Task details ▸ Write the data out again, word for word.

"""

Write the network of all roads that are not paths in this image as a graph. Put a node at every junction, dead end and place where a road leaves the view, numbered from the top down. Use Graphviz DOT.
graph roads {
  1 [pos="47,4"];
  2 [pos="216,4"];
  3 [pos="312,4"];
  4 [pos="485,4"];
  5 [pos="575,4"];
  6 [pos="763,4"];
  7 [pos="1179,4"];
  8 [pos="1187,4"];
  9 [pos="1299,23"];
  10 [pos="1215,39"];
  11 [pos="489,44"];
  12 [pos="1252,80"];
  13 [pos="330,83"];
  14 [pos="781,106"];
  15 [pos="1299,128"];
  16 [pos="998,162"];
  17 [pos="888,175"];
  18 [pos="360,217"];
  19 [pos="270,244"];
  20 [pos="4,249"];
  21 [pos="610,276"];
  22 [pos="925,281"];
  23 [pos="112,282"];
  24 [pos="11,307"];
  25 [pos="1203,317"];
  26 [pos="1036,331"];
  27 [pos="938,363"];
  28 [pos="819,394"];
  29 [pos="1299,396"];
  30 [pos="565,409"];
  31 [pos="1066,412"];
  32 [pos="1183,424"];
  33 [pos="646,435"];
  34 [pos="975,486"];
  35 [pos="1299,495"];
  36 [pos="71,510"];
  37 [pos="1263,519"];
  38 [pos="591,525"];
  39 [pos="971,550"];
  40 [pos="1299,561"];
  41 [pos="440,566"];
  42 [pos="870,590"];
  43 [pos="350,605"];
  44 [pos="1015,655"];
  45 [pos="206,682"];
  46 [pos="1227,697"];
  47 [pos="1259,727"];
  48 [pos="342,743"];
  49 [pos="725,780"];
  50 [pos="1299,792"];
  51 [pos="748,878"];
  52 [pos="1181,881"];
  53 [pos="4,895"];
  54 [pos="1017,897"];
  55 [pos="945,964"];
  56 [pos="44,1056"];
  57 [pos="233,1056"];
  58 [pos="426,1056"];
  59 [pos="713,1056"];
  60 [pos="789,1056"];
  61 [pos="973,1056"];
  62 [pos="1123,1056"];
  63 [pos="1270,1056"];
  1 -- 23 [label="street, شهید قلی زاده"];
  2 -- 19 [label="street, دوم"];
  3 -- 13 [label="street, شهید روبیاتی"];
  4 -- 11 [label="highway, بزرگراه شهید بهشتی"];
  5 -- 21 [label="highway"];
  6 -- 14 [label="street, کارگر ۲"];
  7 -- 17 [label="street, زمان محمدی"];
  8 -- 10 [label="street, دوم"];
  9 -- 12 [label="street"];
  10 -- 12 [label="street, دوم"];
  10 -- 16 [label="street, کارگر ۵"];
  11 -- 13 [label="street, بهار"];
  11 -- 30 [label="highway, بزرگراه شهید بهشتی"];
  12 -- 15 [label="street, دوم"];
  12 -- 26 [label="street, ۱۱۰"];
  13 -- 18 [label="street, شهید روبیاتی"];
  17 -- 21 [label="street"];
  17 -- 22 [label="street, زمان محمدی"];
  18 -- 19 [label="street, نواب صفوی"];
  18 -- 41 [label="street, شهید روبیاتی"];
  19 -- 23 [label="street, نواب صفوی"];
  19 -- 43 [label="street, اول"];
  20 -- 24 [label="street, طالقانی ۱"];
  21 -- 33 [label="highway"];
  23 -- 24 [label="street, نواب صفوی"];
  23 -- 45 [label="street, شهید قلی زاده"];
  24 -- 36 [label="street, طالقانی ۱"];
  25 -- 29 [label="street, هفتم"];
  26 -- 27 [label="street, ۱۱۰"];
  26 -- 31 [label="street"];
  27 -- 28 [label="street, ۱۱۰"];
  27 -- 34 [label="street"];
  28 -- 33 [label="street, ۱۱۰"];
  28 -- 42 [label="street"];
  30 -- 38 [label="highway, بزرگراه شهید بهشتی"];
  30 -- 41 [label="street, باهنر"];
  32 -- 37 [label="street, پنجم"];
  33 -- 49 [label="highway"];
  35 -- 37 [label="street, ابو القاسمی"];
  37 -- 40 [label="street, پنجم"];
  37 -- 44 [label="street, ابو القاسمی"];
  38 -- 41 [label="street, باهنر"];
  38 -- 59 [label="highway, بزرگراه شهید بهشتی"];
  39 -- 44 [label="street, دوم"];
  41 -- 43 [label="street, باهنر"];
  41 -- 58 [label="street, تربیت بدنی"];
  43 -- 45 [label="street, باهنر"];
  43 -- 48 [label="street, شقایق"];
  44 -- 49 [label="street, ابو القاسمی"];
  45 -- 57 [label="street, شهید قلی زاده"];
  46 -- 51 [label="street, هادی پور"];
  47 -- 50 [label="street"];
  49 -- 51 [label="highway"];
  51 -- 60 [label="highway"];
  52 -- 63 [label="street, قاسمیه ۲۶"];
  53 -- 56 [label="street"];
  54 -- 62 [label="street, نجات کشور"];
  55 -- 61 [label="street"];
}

"""

Expected answer ▸
Write the network of all roads that are not paths in this image as a graph. Put a node at every junction, dead end and place where a road leaves the view, numbered from the top down. Use Graphviz DOT.
graph roads {
  1 [pos="47,4"];
  2 [pos="216,4"];
  3 [pos="312,4"];
  4 [pos="485,4"];
  5 [pos="575,4"];
  6 [pos="763,4"];
  7 [pos="1179,4"];
  8 [pos="1187,4"];
  9 [pos="1299,23"];
  10 [pos="1215,39"];
  11 [pos="489,44"];
  12 [pos="1252,80"];
  13 [pos="330,83"];
  14 [pos="781,106"];
  15 [pos="1299,128"];
  16 [pos="998,162"];
  17 [pos="888,175"];
  18 [pos="360,217"];
  19 [pos="270,244"];
  20 [pos="4,249"];
  21 [pos="610,276"];
  22 [pos="925,281"];
  23 [pos="112,282"];
  24 [pos="11,307"];
  25 [pos="1203,317"];
  26 [pos="1036,331"];
  27 [pos="938,363"];
  28 [pos="819,394"];
  29 [pos="1299,396"];
  30 [pos="565,409"];
  31 [pos="1066,412"];
  32 [pos="1183,424"];
  33 [pos="646,435"];
  34 [pos="975,486"];
  35 [pos="1299,495"];
  36 [pos="71,510"];
  37 [pos="1263,519"];
  38 [pos="591,525"];
  39 [pos="971,550"];
  40 [pos="1299,561"];
  41 [pos="440,566"];
  42 [pos="870,590"];
  43 [pos="350,605"];
  44 [pos="1015,655"];
  45 [pos="206,682"];
  46 [pos="1227,697"];
  47 [pos="1259,727"];
  48 [pos="342,743"];
  49 [pos="725,780"];
  50 [pos="1299,792"];
  51 [pos="748,878"];
  52 [pos="1181,881"];
  53 [pos="4,895"];
  54 [pos="1017,897"];
  55 [pos="945,964"];
  56 [pos="44,1056"];
  57 [pos="233,1056"];
  58 [pos="426,1056"];
  59 [pos="713,1056"];
  60 [pos="789,1056"];
  61 [pos="973,1056"];
  62 [pos="1123,1056"];
  63 [pos="1270,1056"];
  1 -- 23 [label="street, شهید قلی زاده"];
  2 -- 19 [label="street, دوم"];
  3 -- 13 [label="street, شهید روبیاتی"];
  4 -- 11 [label="highway, بزرگراه شهید بهشتی"];
  5 -- 21 [label="highway"];
  6 -- 14 [label="street, کارگر ۲"];
  7 -- 17 [label="street, زمان محمدی"];
  8 -- 10 [label="street, دوم"];
  9 -- 12 [label="street"];
  10 -- 12 [label="street, دوم"];
  10 -- 16 [label="street, کارگر ۵"];
  11 -- 13 [label="street, بهار"];
  11 -- 30 [label="highway, بزرگراه شهید بهشتی"];
  12 -- 15 [label="street, دوم"];
  12 -- 26 [label="street, ۱۱۰"];
  13 -- 18 [label="street, شهید روبیاتی"];
  17 -- 21 [label="street"];
  17 -- 22 [label="street, زمان محمدی"];
  18 -- 19 [label="street, نواب صفوی"];
  18 -- 41 [label="street, شهید روبیاتی"];
  19 -- 23 [label="street, نواب صفوی"];
  19 -- 43 [label="street, اول"];
  20 -- 24 [label="street, طالقانی ۱"];
  21 -- 33 [label="highway"];
  23 -- 24 [label="street, نواب صفوی"];
  23 -- 45 [label="street, شهید قلی زاده"];
  24 -- 36 [label="street, طالقانی ۱"];
  25 -- 29 [label="street, هفتم"];
  26 -- 27 [label="street, ۱۱۰"];
  26 -- 31 [label="street"];
  27 -- 28 [label="street, ۱۱۰"];
  27 -- 34 [label="street"];
  28 -- 33 [label="street, ۱۱۰"];
  28 -- 42 [label="street"];
  30 -- 38 [label="highway, بزرگراه شهید بهشتی"];
  30 -- 41 [label="street, باهنر"];
  32 -- 37 [label="street, پنجم"];
  33 -- 49 [label="highway"];
  35 -- 37 [label="street, ابو القاسمی"];
  37 -- 40 [label="street, پنجم"];
  37 -- 44 [label="street, ابو القاسمی"];
  38 -- 41 [label="street, باهنر"];
  38 -- 59 [label="highway, بزرگراه شهید بهشتی"];
  39 -- 44 [label="street, دوم"];
  41 -- 43 [label="street, باهنر"];
  41 -- 58 [label="street, تربیت بدنی"];
  43 -- 45 [label="street, باهنر"];
  43 -- 48 [label="street, شقایق"];
  44 -- 49 [label="street, ابو القاسمی"];
  45 -- 57 [label="street, شهید قلی زاده"];
  46 -- 51 [label="street, هادی پور"];
  47 -- 50 [label="street"];
  49 -- 51 [label="highway"];
  51 -- 60 [label="highway"];
  52 -- 63 [label="street, قاسمیه ۲۶"];
  53 -- 56 [label="street"];
  54 -- 62 [label="street, نجات کشور"];
  55 -- 61 [label="street"];
}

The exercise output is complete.